>>>>>

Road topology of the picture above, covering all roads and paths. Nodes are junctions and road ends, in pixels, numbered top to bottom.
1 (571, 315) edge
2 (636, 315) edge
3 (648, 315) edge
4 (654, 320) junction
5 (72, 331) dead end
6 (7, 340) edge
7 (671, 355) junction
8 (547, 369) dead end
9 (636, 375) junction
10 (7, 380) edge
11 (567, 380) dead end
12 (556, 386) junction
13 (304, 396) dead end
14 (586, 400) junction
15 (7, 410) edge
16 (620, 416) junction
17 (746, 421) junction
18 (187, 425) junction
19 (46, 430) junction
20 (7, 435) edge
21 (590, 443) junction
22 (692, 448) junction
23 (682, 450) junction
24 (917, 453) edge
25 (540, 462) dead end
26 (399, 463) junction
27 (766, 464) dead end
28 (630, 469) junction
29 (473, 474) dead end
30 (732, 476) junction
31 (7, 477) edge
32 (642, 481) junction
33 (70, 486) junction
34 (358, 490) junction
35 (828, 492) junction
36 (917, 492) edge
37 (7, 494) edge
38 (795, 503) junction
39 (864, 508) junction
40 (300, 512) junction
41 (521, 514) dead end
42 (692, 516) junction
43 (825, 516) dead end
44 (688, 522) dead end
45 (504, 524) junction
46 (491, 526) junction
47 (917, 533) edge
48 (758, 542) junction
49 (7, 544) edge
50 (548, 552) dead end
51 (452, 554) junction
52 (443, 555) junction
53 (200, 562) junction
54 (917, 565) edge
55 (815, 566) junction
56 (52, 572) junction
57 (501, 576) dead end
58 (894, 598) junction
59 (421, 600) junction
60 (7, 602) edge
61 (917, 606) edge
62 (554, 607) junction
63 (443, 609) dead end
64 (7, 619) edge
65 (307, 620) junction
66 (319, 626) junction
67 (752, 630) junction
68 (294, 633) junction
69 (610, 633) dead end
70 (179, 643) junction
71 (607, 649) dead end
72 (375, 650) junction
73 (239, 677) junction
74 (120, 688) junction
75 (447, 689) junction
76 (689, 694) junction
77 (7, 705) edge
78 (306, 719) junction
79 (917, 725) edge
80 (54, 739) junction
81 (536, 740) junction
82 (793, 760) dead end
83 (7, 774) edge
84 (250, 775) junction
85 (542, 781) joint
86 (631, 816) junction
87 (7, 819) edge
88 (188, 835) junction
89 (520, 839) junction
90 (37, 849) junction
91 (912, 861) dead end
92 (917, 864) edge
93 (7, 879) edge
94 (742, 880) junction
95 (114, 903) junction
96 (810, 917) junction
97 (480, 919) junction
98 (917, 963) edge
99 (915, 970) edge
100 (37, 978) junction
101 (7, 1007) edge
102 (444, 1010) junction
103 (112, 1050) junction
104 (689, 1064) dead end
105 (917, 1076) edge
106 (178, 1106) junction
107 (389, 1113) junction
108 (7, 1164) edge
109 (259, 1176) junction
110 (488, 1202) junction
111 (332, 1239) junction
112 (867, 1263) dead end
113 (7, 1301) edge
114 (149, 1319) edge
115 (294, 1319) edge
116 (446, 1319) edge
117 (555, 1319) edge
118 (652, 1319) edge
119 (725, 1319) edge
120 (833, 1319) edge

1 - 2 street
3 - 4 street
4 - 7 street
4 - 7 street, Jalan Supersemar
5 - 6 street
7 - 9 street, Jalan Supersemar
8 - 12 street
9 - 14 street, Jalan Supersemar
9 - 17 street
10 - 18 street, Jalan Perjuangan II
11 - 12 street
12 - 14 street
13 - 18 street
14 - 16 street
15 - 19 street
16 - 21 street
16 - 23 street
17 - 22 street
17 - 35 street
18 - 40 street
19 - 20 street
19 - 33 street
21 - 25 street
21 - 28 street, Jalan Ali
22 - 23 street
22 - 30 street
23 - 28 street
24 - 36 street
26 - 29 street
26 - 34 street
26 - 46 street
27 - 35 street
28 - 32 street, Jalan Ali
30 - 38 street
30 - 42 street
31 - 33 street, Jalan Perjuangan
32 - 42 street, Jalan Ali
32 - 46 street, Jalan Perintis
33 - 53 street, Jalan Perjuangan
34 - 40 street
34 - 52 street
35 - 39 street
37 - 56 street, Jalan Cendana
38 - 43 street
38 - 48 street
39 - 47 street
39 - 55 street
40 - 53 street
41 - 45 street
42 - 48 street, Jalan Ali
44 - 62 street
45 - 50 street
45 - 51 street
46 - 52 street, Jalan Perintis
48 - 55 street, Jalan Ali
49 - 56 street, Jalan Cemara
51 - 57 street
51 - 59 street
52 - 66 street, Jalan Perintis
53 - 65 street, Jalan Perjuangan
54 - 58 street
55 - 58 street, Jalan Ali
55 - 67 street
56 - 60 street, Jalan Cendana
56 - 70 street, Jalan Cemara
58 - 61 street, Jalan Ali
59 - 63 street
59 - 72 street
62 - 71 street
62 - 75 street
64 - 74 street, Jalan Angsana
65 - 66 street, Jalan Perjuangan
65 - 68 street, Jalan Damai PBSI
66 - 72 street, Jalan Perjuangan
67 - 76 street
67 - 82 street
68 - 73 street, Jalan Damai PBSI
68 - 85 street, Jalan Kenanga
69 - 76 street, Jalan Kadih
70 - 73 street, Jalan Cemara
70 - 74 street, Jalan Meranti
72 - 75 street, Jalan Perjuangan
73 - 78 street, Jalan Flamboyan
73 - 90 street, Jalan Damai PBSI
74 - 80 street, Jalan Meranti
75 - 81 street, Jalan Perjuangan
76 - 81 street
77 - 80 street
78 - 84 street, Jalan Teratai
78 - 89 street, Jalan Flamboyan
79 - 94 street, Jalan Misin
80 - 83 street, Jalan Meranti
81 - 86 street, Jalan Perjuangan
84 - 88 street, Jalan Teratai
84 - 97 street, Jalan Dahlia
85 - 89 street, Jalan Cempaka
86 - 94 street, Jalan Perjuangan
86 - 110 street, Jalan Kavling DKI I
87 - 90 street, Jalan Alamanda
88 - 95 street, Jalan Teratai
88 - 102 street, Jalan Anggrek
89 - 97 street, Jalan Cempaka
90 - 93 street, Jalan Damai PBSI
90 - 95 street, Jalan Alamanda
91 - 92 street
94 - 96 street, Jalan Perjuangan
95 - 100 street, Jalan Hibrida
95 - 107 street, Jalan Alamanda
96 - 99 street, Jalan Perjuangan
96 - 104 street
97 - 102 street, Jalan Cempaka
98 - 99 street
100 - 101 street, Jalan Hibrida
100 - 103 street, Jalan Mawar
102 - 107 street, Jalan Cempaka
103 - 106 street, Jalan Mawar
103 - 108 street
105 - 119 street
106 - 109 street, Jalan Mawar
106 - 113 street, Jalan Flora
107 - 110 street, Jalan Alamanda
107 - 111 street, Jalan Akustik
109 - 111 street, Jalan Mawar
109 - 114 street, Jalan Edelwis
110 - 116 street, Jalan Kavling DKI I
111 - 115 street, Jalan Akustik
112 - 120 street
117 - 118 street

<<<<<

=== Description of the task ===
What you return should match the data character for character.

=== Written response ===
Road topology of the picture above, covering all roads and paths. Nodes are junctions and road ends, in pixels, numbered top to bottom.
1 (571, 315) edge
2 (636, 315) edge
3 (648, 315) edge
4 (654, 320) junction
5 (72, 331) dead end
6 (7, 340) edge
7 (671, 355) junction
8 (547, 369) dead end
9 (636, 375) junction
10 (7, 380) edge
11 (567, 380) dead end
12 (556, 386) junction
13 (304, 396) dead end
14 (586, 400) junction
15 (7, 410) edge
16 (620, 416) junction
17 (746, 421) junction
18 (187, 425) junction
19 (46, 430) junction
20 (7, 435) edge
21 (590, 443) junction
22 (692, 448) junction
23 (682, 450) junction
24 (917, 453) edge
25 (540, 462) dead end
26 (399, 463) junction
27 (766, 464) dead end
28 (630, 469) junction
29 (473, 474) dead end
30 (732, 476) junction
31 (7, 477) edge
32 (642, 481) junction
33 (70, 486) junction
34 (358, 490) junction
35 (828, 492) junction
36 (917, 492) edge
37 (7, 494) edge
38 (795, 503) junction
39 (864, 508) junction
40 (300, 512) junction
41 (521, 514) dead end
42 (692, 516) junction
43 (825, 516) dead end
44 (688, 522) dead end
45 (504, 524) junction
46 (491, 526) junction
47 (917, 533) edge
48 (758, 542) junction
49 (7, 544) edge
50 (548, 552) dead end
51 (452, 554) junction
52 (443, 555) junction
53 (200, 562) junction
54 (917, 565) edge
55 (815, 566) junction
56 (52, 572) junction
57 (501, 576) dead end
58 (894, 598) junction
59 (421, 600) junction
60 (7, 602) edge
61 (917, 606) edge
62 (554, 607) junction
63 (443, 609) dead end
64 (7, 619) edge
65 (307, 620) junction
66 (319, 626) junction
67 (752, 630) junction
68 (294, 633) junction
69 (610, 633) dead end
70 (179, 643) junction
71 (607, 649) dead end
72 (375, 650) junction
73 (239, 677) junction
74 (120, 688) junction
75 (447, 689) junction
76 (689, 694) junction
77 (7, 705) edge
78 (306, 719) junction
79 (917, 725) edge
80 (54, 739) junction
81 (536, 740) junction
82 (793, 760) dead end
83 (7, 774) edge
84 (250, 775) junction
85 (542, 781) joint
86 (631, 816) junction
87 (7, 819) edge
88 (188, 835) junction
89 (520, 839) junction
90 (37, 849) junction
91 (912, 861) dead end
92 (917, 864) edge
93 (7, 879) edge
94 (742, 880) junction
95 (114, 903) junction
96 (810, 917) junction
97 (480, 919) junction
98 (917, 963) edge
99 (915, 970) edge
100 (37, 978) junction
101 (7, 1007) edge
102 (444, 1010) junction
103 (112, 1050) junction
104 (689, 1064) dead end
105 (917, 1076) edge
106 (178, 1106) junction
107 (389, 1113) junction
108 (7, 1164) edge
109 (259, 1176) junction
110 (488, 1202) junction
111 (332, 1239) junction
112 (867, 1263) dead end
113 (7, 1301) edge
114 (149, 1319) edge
115 (294, 1319) edge
116 (446, 1319) edge
117 (555, 1319) edge
118 (652, 1319) edge
119 (725, 1319) edge
120 (833, 1319) edge

1 - 2 street
3 - 4 street
4 - 7 street
4 - 7 street, Jalan Supersemar
5 - 6 street
7 - 9 street, Jalan Supersemar
8 - 12 street
9 - 14 street, Jalan Supersemar
9 - 17 street
10 - 18 street, Jalan Perjuangan II
11 - 12 street
12 - 14 street
13 - 18 street
14 - 16 street
15 - 19 street
16 - 21 street
16 - 23 street
17 - 22 street
17 - 35 street
18 - 40 street
19 - 20 street
19 - 33 street
21 - 25 street
21 - 28 street, Jalan Ali
22 - 23 street
22 - 30 street
23 - 28 street
24 - 36 street
26 - 29 street
26 - 34 street
26 - 46 street
27 - 35 street
28 - 32 street, Jalan Ali
30 - 38 street
30 - 42 street
31 - 33 street, Jalan Perjuangan
32 - 42 street, Jalan Ali
32 - 46 street, Jalan Perintis
33 - 53 street, Jalan Perjuangan
34 - 40 street
34 - 52 street
35 - 39 street
37 - 56 street, Jalan Cendana
38 - 43 street
38 - 48 street
39 - 47 street
39 - 55 street
40 - 53 street
41 - 45 street
42 - 48 street, Jalan Ali
44 - 62 street
45 - 50 street
45 - 51 street
46 - 52 street, Jalan Perintis
48 - 55 street, Jalan Ali
49 - 56 street, Jalan Cemara
51 - 57 street
51 - 59 street
52 - 66 street, Jalan Perintis
53 - 65 street, Jalan Perjuangan
54 - 58 street
55 - 58 street, Jalan Ali
55 - 67 street
56 - 60 street, Jalan Cendana
56 - 70 street, Jalan Cemara
58 - 61 street, Jalan Ali
59 - 63 street
59 - 72 street
62 - 71 street
62 - 75 street
64 - 74 street, Jalan Angsana
65 - 66 street, Jalan Perjuangan
65 - 68 street, Jalan Damai PBSI
66 - 72 street, Jalan Perjuangan
67 - 76 street
67 - 82 street
68 - 73 street, Jalan Damai PBSI
68 - 85 street, Jalan Kenanga
69 - 76 street, Jalan Kadih
70 - 73 street, Jalan Cemara
70 - 74 street, Jalan Meranti
72 - 75 street, Jalan Perjuangan
73 - 78 street, Jalan Flamboyan
73 - 90 street, Jalan Damai PBSI
74 - 80 street, Jalan Meranti
75 - 81 street, Jalan Perjuangan
76 - 81 street
77 - 80 street
78 - 84 street, Jalan Teratai
78 - 89 street, Jalan Flamboyan
79 - 94 street, Jalan Misin
80 - 83 street, Jalan Meranti
81 - 86 street, Jalan Perjuangan
84 - 88 street, Jalan Teratai
84 - 97 street, Jalan Dahlia
85 - 89 street, Jalan Cempaka
86 - 94 street, Jalan Perjuangan
86 - 110 street, Jalan Kavling DKI I
87 - 90 street, Jalan Alamanda
88 - 95 street, Jalan Teratai
88 - 102 street, Jalan Anggrek
89 - 97 street, Jalan Cempaka
90 - 93 street, Jalan Damai PBSI
90 - 95 street, Jalan Alamanda
91 - 92 street
94 - 96 street, Jalan Perjuangan
95 - 100 street, Jalan Hibrida
95 - 107 street, Jalan Alamanda
96 - 99 street, Jalan Perjuangan
96 - 104 street
97 - 102 street, Jalan Cempaka
98 - 99 street
100 - 101 street, Jalan Hibrida
100 - 103 street, Jalan Mawar
102 - 107 street, Jalan Cempaka
103 - 106 street, Jalan Mawar
103 - 108 street
105 - 119 street
106 - 109 street, Jalan Mawar
106 - 113 street, Jalan Flora
107 - 110 street, Jalan Alamanda
107 - 111 street, Jalan Akustik
109 - 111 street, Jalan Mawar
109 - 114 street, Jalan Edelwis
110 - 116 street, Jalan Kavling DKI I
111 - 115 street, Jalan Akustik
112 - 120 street
117 - 118 street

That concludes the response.